By mid-1799 costs had reached £112,000 but only 5+1⁄2 miles (9 km) of the canal had been completed. [4] Mylne's role was taken over by James Dadford, who had originally been engaged as resident engineer on the project in 1795. [5] Lack of funds resulted in the company ceasing to employ Dadford in 1800. [4]
Between 1800 and 1810 various unfruitful attempts were made to raise money to allow further building. [4] Money from tolls and rents allowed for some improvements to be made to the basin at Gloucester in 1813. [6]
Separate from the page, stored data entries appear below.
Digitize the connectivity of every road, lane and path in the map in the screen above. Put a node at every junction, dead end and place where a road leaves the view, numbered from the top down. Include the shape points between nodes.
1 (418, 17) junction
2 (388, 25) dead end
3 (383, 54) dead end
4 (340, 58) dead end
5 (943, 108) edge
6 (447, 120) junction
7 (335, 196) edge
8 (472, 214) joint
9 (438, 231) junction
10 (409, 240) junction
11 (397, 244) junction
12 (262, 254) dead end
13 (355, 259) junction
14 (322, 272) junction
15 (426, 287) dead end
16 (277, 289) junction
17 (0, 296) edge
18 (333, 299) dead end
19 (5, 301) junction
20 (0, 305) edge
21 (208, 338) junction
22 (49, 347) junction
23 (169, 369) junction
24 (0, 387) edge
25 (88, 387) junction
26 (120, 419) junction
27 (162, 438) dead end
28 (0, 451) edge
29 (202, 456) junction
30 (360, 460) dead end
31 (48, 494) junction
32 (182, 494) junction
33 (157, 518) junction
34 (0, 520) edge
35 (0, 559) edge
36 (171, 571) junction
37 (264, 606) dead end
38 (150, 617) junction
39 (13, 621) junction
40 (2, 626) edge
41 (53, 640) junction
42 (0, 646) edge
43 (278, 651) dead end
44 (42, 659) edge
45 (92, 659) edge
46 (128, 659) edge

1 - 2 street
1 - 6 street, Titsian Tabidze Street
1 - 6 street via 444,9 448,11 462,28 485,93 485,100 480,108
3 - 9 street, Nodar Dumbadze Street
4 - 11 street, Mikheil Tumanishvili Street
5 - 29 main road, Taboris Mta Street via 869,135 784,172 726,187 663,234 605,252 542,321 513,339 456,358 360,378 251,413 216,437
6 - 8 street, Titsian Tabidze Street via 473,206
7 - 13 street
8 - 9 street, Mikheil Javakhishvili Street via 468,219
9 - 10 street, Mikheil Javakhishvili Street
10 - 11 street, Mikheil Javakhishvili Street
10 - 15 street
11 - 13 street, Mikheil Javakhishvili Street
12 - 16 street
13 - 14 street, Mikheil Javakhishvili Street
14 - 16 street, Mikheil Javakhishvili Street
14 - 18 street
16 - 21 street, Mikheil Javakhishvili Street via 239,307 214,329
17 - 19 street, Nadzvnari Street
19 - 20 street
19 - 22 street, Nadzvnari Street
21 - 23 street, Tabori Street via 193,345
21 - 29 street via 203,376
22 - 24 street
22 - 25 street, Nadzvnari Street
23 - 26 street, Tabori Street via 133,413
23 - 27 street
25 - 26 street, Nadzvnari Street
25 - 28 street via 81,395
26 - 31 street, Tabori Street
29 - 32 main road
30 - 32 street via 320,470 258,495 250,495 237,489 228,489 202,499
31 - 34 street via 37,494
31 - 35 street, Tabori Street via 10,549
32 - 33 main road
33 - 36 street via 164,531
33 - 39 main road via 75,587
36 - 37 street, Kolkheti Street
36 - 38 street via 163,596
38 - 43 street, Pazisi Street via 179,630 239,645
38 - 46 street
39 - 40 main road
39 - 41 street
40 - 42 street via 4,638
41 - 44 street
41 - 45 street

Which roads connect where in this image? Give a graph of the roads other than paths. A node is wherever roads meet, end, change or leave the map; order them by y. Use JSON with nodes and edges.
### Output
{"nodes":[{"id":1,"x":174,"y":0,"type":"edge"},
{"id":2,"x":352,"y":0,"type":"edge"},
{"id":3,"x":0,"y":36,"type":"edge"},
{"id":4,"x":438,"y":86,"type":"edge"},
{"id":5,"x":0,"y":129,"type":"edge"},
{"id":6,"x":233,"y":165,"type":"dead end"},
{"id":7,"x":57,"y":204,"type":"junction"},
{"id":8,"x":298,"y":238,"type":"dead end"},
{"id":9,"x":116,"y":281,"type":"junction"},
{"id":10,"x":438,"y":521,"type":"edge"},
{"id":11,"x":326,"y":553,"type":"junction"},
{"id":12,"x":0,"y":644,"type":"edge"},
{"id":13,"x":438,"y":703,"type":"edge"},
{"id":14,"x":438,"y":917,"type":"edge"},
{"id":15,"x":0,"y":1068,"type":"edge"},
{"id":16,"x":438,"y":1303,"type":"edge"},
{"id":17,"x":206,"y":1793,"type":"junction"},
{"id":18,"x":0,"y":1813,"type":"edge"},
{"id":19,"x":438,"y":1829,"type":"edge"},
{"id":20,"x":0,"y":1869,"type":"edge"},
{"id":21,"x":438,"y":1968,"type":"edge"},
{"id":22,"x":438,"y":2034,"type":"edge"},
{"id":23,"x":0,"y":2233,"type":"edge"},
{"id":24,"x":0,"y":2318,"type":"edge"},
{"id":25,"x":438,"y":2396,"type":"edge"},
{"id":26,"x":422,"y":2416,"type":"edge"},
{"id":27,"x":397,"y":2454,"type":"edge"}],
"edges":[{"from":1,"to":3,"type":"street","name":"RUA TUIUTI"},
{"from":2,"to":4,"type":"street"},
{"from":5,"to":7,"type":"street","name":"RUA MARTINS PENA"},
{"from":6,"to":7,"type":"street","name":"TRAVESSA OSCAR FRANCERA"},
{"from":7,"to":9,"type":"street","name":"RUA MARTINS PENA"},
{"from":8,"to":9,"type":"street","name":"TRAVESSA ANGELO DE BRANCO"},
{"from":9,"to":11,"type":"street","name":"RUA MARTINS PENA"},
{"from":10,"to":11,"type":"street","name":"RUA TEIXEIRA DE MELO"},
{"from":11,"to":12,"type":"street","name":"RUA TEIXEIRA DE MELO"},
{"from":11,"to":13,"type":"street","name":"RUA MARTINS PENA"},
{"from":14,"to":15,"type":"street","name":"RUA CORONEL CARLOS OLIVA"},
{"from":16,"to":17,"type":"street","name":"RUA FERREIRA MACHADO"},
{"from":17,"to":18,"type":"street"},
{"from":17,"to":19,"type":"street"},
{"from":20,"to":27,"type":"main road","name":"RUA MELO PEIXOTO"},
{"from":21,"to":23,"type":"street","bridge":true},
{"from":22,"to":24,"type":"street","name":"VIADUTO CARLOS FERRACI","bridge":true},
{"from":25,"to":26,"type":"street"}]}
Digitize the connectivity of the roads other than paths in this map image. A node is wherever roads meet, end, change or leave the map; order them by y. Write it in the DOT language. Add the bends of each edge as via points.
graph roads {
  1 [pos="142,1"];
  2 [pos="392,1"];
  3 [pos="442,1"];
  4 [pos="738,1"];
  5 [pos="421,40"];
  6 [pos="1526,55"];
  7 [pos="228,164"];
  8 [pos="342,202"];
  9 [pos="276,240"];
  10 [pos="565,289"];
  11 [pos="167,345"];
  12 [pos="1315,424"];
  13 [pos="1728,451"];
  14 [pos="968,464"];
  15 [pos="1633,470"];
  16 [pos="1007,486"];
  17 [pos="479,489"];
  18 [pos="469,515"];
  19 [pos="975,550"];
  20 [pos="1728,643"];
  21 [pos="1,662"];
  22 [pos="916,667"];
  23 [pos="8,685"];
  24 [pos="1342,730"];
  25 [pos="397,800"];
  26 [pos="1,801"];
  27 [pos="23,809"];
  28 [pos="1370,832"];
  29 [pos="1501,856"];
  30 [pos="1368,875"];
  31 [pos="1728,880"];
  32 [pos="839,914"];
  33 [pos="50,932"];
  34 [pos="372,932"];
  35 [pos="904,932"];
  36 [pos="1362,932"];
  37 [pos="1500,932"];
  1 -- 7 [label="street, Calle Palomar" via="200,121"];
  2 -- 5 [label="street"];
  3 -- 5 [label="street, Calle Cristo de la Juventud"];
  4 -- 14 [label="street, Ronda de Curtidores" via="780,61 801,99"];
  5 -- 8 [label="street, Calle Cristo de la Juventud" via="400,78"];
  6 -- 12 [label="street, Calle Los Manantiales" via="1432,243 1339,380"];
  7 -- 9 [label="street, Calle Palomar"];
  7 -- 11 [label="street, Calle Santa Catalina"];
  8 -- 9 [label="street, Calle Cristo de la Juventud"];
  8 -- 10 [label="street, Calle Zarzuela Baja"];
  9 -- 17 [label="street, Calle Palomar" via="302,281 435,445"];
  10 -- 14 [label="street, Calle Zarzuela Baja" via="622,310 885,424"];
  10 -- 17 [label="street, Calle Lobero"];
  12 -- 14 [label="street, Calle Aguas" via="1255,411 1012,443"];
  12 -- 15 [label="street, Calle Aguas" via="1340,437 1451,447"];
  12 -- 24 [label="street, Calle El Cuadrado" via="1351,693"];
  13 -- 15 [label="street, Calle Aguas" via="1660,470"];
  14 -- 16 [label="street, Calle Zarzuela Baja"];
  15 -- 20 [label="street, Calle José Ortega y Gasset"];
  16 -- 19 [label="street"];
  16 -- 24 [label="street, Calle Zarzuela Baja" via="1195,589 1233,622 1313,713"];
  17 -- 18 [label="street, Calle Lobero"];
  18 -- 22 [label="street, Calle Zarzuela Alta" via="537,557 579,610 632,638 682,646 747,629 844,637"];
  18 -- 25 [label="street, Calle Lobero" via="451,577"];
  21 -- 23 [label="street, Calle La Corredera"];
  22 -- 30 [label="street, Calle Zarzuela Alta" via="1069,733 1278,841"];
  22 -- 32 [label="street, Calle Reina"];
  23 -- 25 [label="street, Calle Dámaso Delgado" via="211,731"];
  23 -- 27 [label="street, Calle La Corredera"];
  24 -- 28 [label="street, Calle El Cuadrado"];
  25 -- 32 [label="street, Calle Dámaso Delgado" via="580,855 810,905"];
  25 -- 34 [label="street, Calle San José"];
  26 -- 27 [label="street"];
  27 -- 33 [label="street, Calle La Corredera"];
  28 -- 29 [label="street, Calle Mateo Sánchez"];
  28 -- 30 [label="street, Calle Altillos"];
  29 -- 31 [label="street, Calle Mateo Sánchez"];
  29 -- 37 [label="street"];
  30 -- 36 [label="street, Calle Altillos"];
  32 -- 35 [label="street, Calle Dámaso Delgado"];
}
Following the Public Works Loans Act 1817 (57 Geo. 3. c. 34), it was possible for the company to borrow money from the Exchequer Bill Loan Commission. This, along with further share issues, provided enough money to bring the scheme to completion. [7] After these significant delays, the canal opened in April 1827. In the course of its construction the canal had cost £440,000 (equivalent to £48,000,000in 2023). [8] As opened, the canal was 86+1⁄2 feet (26.4 m) wide, 18 feet (5.5 m) deep and could take craft of up to 600 long tons (610 tonnes; 670 short tons). The longer of the two locks onto the canal proper was 115 feet (35 m) long. [8]
By the middle of the 19th century it proved possible to pay a small dividend, the debt to the Exchequer Bill Loan Commission having been repaid with the help of a loan of £60,000 from the Pelican Life Assurance Company. [8] In 1871 the last of the debts incurred in the course of funding the canal, including the Pelican loan, were paid off. [9] Where the Severn Railway Bridge (completed in 1879) passed over the canal, a swing section was constructed [10] to avoid restricting headroom.
In 1909, following a collapse in the bank of the river, the canal company's chief engineer A. J. Cullis called for old vessels to be run aground along the bank of the Severn, near Purton, to create a makeshift tidal erosion barrier to reinforce the narrow strip of land between the river and canal. [11] Barges, trows and schooners were "hulked" at high tide, and have since filled with silt. More boats have been added, including the schooner Katherine Ellen which was impounded in 1921 for running guns to the IRA, the Kennet barge Harriett, and ferrocement barges built in World War II. [12]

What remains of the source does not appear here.